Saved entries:
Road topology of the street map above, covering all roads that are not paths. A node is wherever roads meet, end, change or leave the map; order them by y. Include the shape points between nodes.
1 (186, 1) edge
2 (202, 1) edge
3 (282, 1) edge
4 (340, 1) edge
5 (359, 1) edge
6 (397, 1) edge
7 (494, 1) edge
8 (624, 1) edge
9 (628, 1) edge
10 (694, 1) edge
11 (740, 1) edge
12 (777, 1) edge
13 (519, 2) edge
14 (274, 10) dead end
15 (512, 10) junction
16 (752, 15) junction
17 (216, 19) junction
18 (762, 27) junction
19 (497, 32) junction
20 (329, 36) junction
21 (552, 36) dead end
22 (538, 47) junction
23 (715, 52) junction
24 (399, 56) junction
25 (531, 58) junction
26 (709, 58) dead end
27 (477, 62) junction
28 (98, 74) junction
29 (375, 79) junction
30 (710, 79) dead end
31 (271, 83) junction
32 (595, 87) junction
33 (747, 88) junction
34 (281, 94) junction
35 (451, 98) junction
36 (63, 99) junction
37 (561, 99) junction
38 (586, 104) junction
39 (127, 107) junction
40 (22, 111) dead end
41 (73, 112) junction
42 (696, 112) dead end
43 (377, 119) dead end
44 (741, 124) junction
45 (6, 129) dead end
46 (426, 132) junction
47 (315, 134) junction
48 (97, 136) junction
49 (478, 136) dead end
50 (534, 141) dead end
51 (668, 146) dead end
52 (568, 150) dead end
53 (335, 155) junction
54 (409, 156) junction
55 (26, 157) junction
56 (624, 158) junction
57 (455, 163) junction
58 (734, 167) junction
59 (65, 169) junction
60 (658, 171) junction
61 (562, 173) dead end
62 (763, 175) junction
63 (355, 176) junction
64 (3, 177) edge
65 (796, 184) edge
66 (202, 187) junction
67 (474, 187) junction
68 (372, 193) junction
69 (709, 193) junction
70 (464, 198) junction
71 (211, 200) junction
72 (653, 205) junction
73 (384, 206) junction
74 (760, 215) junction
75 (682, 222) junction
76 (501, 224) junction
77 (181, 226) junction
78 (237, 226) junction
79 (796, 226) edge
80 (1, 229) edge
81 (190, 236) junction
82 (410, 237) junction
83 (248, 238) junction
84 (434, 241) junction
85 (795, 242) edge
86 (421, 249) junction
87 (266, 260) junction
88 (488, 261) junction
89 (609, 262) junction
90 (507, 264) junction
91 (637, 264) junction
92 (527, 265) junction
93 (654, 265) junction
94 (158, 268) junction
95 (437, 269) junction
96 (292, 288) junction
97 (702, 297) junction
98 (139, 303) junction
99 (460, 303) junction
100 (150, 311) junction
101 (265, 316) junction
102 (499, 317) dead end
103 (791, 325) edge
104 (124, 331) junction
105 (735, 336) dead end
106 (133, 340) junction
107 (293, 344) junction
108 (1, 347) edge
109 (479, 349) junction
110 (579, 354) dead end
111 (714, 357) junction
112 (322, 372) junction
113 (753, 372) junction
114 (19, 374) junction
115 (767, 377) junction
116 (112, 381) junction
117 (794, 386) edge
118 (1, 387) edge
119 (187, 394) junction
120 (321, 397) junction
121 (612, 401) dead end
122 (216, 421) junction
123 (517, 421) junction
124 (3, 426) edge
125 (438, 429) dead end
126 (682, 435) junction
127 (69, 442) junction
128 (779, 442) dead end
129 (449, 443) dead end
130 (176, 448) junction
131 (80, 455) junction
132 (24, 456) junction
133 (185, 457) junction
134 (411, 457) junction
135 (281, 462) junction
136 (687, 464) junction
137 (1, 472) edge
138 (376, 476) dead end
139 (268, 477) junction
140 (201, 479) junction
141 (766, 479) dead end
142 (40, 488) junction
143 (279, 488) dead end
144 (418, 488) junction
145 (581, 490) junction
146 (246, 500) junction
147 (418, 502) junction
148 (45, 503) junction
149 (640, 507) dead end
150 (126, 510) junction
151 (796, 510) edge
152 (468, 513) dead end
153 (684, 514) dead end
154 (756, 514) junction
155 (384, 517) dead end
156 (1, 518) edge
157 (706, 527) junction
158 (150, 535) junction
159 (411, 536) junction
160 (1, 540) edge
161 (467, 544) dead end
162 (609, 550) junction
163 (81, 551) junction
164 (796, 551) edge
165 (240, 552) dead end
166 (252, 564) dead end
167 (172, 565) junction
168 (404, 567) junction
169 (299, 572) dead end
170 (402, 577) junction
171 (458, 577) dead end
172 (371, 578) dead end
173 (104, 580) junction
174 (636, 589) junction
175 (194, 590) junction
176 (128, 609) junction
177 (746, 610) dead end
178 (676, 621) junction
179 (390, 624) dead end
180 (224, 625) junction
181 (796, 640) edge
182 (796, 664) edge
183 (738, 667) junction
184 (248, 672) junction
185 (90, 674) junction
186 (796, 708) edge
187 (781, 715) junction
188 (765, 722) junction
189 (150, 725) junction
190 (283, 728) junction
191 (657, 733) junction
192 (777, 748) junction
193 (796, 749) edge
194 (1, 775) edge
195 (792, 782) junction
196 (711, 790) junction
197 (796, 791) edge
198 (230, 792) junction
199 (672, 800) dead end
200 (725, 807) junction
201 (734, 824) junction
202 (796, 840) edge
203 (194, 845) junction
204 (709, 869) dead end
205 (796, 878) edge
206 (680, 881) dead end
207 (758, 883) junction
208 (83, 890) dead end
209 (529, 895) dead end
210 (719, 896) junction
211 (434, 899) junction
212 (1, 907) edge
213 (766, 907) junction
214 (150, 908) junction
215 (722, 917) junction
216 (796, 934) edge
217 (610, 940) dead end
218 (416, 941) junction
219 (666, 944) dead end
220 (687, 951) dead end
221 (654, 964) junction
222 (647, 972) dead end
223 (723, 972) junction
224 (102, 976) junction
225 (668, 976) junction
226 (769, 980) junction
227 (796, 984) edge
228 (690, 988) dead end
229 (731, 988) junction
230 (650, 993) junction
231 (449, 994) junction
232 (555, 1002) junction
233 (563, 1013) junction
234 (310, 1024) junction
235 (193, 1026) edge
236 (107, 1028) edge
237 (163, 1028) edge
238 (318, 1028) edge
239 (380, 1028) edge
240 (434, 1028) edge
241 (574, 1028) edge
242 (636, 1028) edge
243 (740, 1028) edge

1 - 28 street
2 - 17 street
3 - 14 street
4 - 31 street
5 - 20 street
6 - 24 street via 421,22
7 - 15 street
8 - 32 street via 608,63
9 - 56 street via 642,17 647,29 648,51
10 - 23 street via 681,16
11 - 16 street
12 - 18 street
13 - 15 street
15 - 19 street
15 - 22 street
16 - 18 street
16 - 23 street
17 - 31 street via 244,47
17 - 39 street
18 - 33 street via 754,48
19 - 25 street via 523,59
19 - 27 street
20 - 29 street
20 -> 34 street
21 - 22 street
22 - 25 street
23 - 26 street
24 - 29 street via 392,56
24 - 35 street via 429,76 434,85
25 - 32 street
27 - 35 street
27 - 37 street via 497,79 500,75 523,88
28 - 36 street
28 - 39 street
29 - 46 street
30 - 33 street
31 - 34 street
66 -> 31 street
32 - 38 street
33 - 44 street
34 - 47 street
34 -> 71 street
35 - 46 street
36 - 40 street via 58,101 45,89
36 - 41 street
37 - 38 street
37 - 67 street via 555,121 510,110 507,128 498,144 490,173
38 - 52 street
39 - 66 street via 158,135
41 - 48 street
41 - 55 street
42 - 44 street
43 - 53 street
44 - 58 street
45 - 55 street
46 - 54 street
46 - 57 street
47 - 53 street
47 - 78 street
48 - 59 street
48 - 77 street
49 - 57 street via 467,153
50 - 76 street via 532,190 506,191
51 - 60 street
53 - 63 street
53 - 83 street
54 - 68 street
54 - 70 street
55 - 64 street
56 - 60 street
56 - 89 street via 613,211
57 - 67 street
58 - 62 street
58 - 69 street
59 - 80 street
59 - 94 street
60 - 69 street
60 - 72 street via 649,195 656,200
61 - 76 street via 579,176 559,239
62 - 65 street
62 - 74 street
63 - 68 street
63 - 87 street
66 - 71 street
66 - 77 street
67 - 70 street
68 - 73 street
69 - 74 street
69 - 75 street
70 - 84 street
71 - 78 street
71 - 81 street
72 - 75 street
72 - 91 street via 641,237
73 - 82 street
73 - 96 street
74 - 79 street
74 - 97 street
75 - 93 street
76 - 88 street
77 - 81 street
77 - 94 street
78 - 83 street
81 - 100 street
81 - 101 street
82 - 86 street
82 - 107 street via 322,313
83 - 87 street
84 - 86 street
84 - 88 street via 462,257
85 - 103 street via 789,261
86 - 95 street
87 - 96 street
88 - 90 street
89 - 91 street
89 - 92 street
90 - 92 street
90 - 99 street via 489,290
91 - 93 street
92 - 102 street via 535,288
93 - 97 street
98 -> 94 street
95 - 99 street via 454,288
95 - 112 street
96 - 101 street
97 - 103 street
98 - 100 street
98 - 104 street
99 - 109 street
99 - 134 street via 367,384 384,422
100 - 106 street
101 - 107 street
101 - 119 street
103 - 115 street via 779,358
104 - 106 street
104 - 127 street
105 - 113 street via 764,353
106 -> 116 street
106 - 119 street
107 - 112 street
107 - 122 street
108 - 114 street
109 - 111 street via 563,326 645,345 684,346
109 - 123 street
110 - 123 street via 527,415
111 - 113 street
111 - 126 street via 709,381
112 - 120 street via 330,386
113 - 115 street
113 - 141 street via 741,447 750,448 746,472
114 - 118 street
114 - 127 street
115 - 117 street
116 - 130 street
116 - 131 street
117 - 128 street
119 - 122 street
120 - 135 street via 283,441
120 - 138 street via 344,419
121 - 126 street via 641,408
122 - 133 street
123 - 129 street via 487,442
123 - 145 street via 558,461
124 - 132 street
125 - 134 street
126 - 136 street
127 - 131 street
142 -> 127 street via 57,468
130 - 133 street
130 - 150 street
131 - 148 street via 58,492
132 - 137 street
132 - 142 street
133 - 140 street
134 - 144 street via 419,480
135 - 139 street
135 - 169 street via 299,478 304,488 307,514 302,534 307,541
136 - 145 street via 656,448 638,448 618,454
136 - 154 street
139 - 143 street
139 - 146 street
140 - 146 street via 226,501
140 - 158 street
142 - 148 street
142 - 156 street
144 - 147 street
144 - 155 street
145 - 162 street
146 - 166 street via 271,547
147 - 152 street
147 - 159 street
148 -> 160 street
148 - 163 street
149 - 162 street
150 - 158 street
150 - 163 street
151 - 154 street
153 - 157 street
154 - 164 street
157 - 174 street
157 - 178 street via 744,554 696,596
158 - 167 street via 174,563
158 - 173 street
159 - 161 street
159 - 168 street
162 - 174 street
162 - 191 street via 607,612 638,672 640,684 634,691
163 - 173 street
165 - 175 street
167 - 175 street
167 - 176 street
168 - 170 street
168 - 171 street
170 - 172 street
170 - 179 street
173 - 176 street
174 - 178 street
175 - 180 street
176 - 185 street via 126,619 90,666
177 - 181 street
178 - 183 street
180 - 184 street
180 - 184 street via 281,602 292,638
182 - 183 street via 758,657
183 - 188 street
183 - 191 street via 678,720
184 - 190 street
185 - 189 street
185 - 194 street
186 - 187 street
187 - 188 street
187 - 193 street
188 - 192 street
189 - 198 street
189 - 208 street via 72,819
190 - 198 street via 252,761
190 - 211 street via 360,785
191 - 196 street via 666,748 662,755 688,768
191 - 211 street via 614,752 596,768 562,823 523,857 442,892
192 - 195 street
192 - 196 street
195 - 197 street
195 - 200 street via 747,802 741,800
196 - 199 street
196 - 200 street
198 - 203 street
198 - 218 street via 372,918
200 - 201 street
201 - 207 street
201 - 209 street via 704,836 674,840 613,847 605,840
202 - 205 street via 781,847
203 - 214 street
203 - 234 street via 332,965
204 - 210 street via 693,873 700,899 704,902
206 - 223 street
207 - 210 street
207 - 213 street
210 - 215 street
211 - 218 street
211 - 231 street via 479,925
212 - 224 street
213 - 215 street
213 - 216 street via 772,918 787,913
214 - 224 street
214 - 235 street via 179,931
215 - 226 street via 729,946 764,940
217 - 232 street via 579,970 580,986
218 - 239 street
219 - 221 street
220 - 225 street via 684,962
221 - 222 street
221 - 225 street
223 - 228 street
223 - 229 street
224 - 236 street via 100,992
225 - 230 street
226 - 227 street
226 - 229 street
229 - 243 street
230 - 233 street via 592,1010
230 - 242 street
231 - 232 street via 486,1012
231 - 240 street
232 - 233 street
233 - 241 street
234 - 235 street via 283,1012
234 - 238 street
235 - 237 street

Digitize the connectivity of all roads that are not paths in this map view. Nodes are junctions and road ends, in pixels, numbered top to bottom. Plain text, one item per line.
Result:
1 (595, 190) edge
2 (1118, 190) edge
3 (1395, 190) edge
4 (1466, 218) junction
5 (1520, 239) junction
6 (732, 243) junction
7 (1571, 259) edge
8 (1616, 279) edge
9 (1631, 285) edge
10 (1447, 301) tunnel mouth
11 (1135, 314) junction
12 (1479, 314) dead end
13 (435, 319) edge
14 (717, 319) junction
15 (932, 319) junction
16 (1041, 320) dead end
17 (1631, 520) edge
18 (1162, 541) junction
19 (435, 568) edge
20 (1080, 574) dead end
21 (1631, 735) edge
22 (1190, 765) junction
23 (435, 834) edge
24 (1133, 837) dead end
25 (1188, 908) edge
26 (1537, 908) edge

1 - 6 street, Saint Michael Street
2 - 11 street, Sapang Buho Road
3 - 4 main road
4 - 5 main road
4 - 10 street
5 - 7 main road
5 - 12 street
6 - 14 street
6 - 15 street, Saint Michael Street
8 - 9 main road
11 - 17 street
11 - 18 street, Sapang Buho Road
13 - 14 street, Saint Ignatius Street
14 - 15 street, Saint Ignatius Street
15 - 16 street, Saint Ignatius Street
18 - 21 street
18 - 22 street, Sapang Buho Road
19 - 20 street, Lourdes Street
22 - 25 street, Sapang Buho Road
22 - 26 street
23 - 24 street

Exercise brief. Copy here each line of the preceding records with "Saint" in it.

Solution for this problem.
1 - 6 street, Saint Michael Street
6 - 15 street, Saint Michael Street
13 - 14 street, Saint Ignatius Street
14 - 15 street, Saint Ignatius Street
15 - 16 street, Saint Ignatius Street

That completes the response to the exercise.